The most mysterious thing about the Indigo Star is that a plainly-competent theatre company has managed to deliver such an unthinkably disappointing show. I’ve always believed it’s part of the reviewer’s craft to find a positive in everything – to offer a few words of comfort and support, even when everyone knows a work has gone awry. On this occasion, though, I must throw my hands up. This play is simply bad.
Sherlock Holmes has been murdered in Paris – and Poirot, Clouseau and Maigret all find themselves in pursuit of the culprit. (Never mind that Holmes’ last case pre-dates Clouseau’s first by thirty-six years. A confused timeline is the least of my concerns.) Following a clue at the crime scene, they all rush to board the Orient Express to Venice, where the three great detectives handily find themselves seated in the same compartment. And then… virtually nothing happens! For the better part of two hours! Waiting For Godot seems action-packed by comparison.

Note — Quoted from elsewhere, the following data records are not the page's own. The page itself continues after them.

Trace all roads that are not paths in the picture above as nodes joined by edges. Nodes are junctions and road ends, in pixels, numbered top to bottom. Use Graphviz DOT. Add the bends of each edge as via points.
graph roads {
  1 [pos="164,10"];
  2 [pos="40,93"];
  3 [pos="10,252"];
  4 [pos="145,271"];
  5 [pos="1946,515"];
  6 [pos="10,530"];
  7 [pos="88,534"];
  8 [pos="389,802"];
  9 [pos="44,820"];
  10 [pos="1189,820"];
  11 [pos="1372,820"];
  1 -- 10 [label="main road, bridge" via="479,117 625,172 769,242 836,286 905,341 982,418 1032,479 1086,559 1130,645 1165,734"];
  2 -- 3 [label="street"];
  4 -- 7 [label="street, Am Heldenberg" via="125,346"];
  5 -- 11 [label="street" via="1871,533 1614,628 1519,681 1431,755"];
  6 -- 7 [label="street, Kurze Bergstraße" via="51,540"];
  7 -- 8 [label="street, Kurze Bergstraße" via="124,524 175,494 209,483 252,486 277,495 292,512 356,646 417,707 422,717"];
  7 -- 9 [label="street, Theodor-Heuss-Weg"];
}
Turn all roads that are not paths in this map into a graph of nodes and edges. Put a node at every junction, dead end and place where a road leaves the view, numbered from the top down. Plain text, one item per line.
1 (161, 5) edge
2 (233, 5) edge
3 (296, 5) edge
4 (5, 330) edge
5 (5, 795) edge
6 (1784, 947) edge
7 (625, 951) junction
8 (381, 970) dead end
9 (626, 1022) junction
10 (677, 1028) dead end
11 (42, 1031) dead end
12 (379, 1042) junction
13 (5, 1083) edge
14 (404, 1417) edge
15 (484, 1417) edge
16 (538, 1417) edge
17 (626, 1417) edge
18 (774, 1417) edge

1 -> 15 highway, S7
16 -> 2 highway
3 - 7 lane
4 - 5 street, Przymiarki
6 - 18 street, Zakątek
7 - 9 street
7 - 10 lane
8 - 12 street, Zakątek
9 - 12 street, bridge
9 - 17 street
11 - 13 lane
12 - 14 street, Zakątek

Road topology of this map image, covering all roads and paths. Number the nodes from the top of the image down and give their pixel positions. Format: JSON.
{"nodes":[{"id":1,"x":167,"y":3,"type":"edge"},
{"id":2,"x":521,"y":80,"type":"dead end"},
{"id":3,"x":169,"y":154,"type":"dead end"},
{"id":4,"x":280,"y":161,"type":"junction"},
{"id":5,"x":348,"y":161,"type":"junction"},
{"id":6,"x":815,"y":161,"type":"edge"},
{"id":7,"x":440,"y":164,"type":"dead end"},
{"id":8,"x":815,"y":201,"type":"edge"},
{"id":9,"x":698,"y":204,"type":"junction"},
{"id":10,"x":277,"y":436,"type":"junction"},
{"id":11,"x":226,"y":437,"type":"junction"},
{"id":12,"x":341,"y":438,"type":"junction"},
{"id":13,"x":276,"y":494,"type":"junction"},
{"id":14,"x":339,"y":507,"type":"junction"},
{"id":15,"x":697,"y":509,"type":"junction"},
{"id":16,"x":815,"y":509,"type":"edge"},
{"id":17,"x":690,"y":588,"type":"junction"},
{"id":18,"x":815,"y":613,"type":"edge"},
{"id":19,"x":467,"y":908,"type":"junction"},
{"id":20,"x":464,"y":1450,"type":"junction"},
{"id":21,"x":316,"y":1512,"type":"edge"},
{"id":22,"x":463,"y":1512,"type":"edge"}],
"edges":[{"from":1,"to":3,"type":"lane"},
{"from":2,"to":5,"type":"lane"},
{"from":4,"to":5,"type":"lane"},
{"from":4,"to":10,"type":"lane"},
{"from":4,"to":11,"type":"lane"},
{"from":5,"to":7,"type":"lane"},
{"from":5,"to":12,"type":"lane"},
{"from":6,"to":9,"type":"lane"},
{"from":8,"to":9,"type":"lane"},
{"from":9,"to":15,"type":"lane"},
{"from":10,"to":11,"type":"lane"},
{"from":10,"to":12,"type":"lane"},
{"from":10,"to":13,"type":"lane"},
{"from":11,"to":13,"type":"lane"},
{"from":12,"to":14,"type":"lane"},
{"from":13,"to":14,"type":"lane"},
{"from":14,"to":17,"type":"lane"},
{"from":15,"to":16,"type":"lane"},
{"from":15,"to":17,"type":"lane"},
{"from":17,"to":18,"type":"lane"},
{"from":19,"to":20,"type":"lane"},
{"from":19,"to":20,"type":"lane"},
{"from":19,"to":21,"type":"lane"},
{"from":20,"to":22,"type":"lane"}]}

Classic detective stories, of course, have to play by certain well-known rules. Alas, the rules of Indigo Star appear to be that any significant plot point – no matter how self-evident or straightforward – must be repeated at least four times. And that’s not the only way that the story crawls along at the pace of a wheezing stopping train. Each of the three detectives takes turns to deliver a lengthy monologue, in which they précis the plot of one of their most famous cases… before concluding that it couldn’t possibly have anything to do with the matter at hand.
Exposition’s heavy-handed – at one point they read the back-story aloud off pieces of paper – and dynamism is almost non-existent. There are occasional flurries of activity, including a few moments of satisfying physical comedy, but sadly these over-the-top surprises serve mainly to highlight the turgid pace of the rest of the play. Towards the end, when (spoiler alert!) I realised they were going to present three lengthy alternative endings, it took all the inner strength I could muster to stop my little grey cells from rebelling in horror and shutting down.
The actors seem pretty capable, and have successfully captured at least the best-known mannerisms of their respective detectives. I liked John Doull’s Maigret, played with just a touch of hurt and vulnerability, aided perhaps by the fact he’s the most rounded of the original characters. But there are interesting possibilities around the rivalry between great minds which emerge only briefly, and only towards the end.
The dénouement takes preposterous liberties with well-loved characters and, adding insult to injury, the whole thing overran by 15 minutes – a problem they could fix at a stroke by cutting the unnecessary interval. It’s tempting to say this play’s a train-wreck, but it’s not as noteworthy as that. It’s leaves on the line, a broken-down locomotive, a signal failure. Don’t even think of watching it.